TASK DETAILS: Which lines in the data below contain the word "name"? Return each of them.

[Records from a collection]
________________________

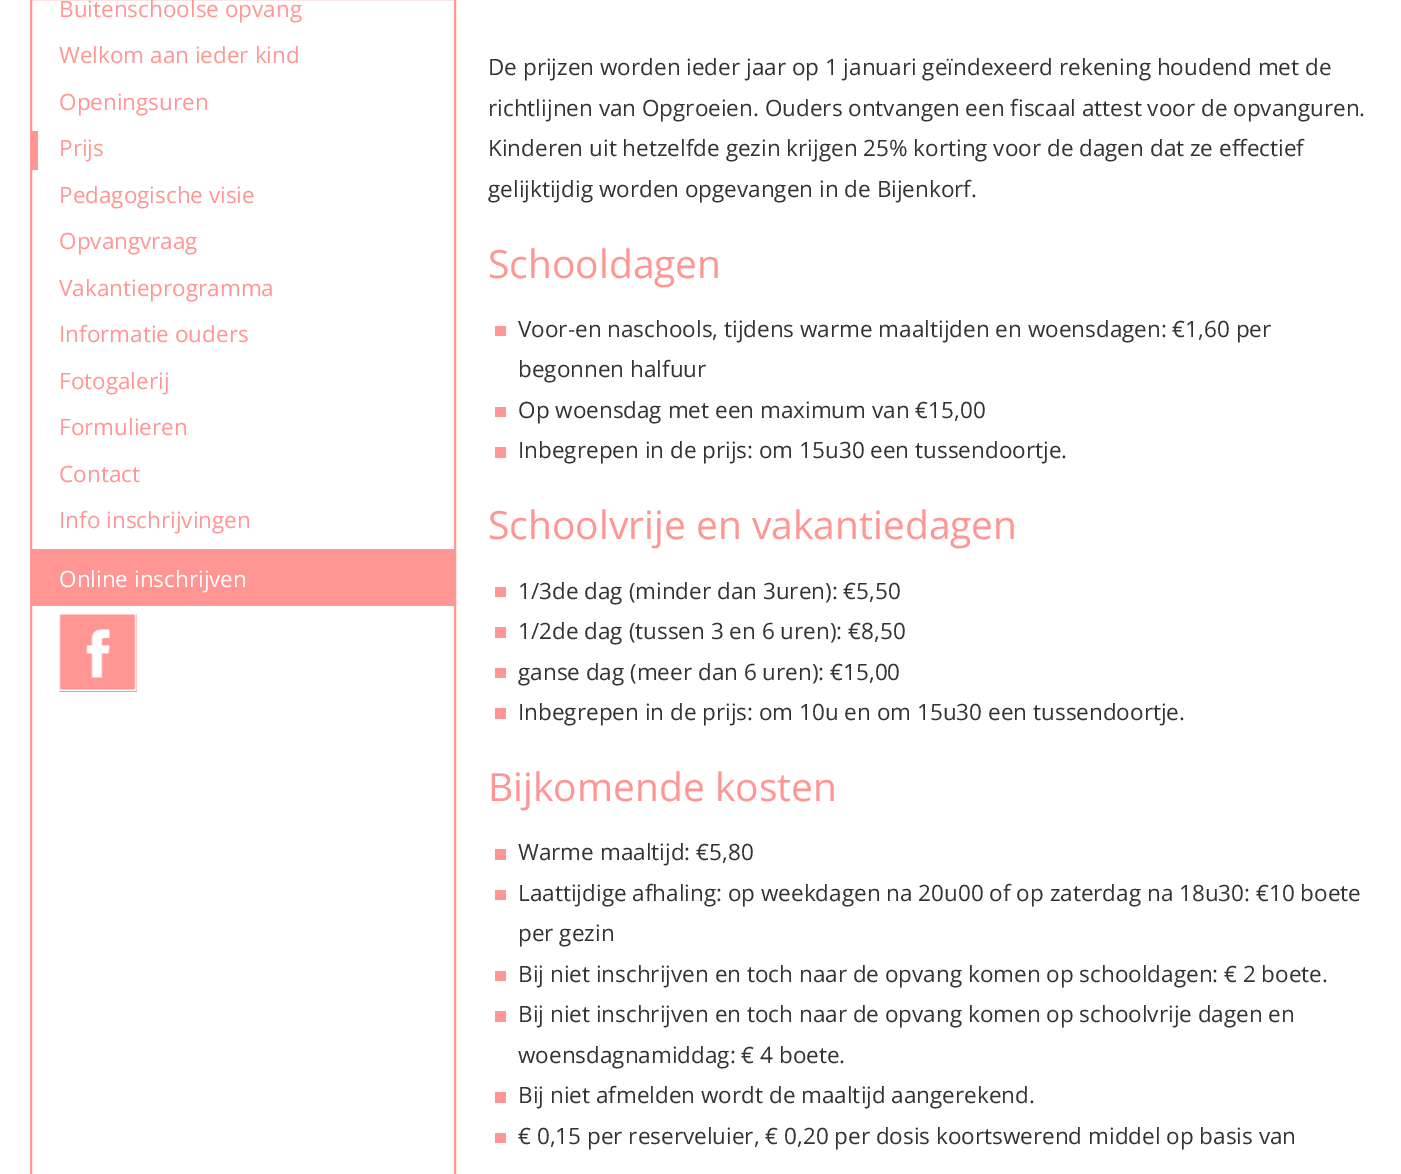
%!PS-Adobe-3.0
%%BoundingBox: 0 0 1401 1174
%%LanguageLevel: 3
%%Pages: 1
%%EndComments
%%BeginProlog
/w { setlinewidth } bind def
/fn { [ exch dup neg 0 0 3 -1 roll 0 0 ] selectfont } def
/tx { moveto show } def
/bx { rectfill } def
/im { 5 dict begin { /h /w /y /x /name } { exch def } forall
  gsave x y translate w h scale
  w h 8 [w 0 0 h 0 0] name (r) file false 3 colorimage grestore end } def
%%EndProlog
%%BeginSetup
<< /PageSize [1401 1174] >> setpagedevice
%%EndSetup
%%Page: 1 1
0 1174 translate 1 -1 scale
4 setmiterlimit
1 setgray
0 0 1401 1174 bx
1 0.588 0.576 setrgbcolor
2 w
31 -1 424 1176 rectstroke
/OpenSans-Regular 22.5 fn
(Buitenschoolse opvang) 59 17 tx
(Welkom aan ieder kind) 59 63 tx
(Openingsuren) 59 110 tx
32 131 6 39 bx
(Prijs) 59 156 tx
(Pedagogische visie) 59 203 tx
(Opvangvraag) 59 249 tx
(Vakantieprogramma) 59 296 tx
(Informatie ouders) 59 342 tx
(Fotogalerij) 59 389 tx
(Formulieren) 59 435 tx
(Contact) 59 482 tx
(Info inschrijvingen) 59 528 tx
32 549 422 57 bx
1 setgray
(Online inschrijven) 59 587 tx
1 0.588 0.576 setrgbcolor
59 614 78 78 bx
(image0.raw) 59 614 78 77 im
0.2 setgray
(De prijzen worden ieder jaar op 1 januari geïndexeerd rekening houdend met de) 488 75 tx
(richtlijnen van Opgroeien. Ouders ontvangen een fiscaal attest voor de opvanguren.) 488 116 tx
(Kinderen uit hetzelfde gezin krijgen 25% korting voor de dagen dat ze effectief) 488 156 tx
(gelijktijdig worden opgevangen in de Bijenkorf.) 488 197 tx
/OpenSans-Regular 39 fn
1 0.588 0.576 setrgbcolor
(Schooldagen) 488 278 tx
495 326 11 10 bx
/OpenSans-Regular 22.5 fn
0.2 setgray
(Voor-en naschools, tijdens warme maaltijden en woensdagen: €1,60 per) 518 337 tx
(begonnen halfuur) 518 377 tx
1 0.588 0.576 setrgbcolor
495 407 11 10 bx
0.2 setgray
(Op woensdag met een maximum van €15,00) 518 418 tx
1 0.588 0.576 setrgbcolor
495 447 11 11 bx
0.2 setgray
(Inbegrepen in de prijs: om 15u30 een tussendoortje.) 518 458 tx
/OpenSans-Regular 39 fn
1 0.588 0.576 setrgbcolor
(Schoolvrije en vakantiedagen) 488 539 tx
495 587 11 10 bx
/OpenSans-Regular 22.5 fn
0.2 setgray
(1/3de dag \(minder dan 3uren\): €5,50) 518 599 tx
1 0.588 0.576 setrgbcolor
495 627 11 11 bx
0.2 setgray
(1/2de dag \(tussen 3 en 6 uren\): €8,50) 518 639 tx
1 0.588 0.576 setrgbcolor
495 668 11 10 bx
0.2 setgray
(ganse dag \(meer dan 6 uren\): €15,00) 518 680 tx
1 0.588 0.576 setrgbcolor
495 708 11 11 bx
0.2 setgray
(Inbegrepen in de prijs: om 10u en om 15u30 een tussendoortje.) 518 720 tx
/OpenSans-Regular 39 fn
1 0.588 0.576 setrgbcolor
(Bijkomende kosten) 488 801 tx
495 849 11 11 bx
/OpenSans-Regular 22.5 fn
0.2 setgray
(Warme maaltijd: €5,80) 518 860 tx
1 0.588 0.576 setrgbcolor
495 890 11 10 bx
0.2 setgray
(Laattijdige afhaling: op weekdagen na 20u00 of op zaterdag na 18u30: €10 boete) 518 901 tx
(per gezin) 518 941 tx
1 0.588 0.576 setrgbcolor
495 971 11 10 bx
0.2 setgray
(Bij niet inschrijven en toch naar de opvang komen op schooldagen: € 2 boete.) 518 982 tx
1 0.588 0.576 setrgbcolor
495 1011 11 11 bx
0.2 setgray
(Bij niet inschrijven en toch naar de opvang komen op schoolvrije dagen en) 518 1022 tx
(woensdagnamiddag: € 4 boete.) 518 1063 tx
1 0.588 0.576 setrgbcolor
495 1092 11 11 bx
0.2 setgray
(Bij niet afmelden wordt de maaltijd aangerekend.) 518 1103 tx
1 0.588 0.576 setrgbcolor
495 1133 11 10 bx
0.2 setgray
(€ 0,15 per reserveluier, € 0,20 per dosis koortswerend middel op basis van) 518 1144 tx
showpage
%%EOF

________________________

PROBLEM SOLUTION:
/im { 5 dict begin { /h /w /y /x /name } { exch def } forall
  w h 8 [w 0 0 h 0 0] name (r) file false 3 colorimage grestore end } def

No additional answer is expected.